At the end of the 20th century, the square was widen knocking down the nearby buildings. Nowadays, it is one of the most bustling squares and it holds most of the festivals and fairs.

It is surrounded by the church, the Despatx de l’aigua, the Museu Guilleries and the Tourist Office.


Mossèn Jacint Verdaguer (a priest) had a lot of contact with Les Guilleries and Montseny. He came here more than once to find inspiration to write in this land. Therefore, you can find some letters and poems about our place. In fact, there is a writing engraved on a stone near Font Vella written by him and some letters he sent to Marià Aguiló, a librarian and erudite Majorcan man, in which Verdaguer explained all his visits to Les Guilleries and to Serrallonga’s house, the bandit.

His literary bases were in the Plain of Vic and the natural region of Les Guilleries. In his texts, he talked about the popular figures from the zone, but mainly about Serrallonga since his interest was based on the Catalan culture and the Catalan popular memory.

The first prose he wrote referred to Les Guilleries was called L’Atlàntida enfonsada. It consists of a description of the landscape beauty from the spot of Collsameda, a viewpoint with spectacular views. You can see the chromatic contrast of the mineral red and the green of the vegetation, the hills like the terroirs of the ants. He also talked twice about Serrallonga: first as a reference to the eastern horizon, and the second time about an important bandit called Joan Sala, alias Serrallonga.

His interest in the search for legends and traditional songs was so great that one day he went on a ten-hour journey to get to Serrallonga’s house, in the township of Querós. His aim was to find the bandit’s song, but he didn’t make it. He had to return there some other times and finally, when he got it, he sent the song to Aguió, Milà and Fontanals, who included it in their song book. The trip through Les Guilleries was the first in Verdaguer’s chronology  .

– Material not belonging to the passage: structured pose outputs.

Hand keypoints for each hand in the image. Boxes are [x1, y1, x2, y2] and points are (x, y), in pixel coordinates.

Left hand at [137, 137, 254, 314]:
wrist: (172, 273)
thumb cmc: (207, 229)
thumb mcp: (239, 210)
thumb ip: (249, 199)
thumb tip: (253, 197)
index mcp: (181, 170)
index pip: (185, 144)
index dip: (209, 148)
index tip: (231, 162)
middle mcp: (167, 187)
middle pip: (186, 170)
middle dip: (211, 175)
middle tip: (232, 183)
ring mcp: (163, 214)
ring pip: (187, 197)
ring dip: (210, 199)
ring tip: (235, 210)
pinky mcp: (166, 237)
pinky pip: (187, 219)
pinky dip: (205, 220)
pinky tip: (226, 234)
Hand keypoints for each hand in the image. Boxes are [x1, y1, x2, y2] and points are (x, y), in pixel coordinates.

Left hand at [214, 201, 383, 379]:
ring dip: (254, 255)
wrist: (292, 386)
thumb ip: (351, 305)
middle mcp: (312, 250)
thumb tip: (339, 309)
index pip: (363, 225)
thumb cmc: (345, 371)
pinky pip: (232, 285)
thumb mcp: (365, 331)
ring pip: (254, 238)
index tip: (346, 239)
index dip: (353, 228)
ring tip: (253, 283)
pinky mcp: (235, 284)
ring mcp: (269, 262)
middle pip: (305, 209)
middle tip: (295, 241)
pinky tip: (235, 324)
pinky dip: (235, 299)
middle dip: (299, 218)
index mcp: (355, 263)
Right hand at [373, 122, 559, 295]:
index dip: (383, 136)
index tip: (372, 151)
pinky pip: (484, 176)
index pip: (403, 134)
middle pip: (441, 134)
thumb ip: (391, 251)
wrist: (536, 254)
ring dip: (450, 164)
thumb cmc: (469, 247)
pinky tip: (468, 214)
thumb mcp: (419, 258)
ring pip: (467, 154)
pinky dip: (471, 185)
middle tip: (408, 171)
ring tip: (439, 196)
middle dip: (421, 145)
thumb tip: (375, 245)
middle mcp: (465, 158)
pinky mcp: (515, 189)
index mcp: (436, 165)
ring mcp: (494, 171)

In 1893-97 he became interested in Les Guilleries, with the well-known climbing to Matagalls on 3rd September 1899. Verdaguer set off from Viladrau to climb Matagalls mountain, and then he spent the day in Sant Hilari Sacalm. It was then when he had a reconciling and secret interview with Bishop Morgades. He also took advantage of visiting the famous springs in the town:  Font Picant and Font Vella. He expressed all this experience in a book called “Aires del Montseny” (Montseny Airs), in which he used typical vocabulary from this zone referring to the views from the top of Matagalls.

One of his closest friends and who motivated him to go on these excursions was Anton Busquets i Punset, a poet and narrator born in Sant Hilari.

In 1901, Mossèn Jacint Verdaguer went on his last excursion as he died a few months later. This was organised by Anton Busquets i Punset. They started in Sant Celoni and went through  Santa Fe, where they spent the night. On the second day, they went up Matagalls through Sant  Marçal  and Coll Pregon, and they went down through Sant Miquel de Barretons, Sant Segimon, l’Erola and Viladrau. On the third day, they went from Viladrau to Espinelves, Pla de la Creu, Sant Andreu de Bancells, Malafogassa bridge and Vilanova de Sau, where they spent the night. On the fourth day, they visited Sau (Fadrí de Sau’s house, Serrallonga’s deputy). Therefore, they crossed Les Guilleries from south to north and they went from the bottom of Montseny to the bottom of the cliffs of Tavertet.

The aim of this second excursion was to encourage Verdaguer to write about Les Guilleries, as they enjoyed the landscapes in Les Guilleries during all the trip. Both Via and Busquets wrote documents about the trail. They didn’t pass by Mas Serrallonga because of the difficulty of the path, as they used mules and Verdaguer was 56 years old.

Therefore, Les Guilleries was Verdaguer’s first and last excursion.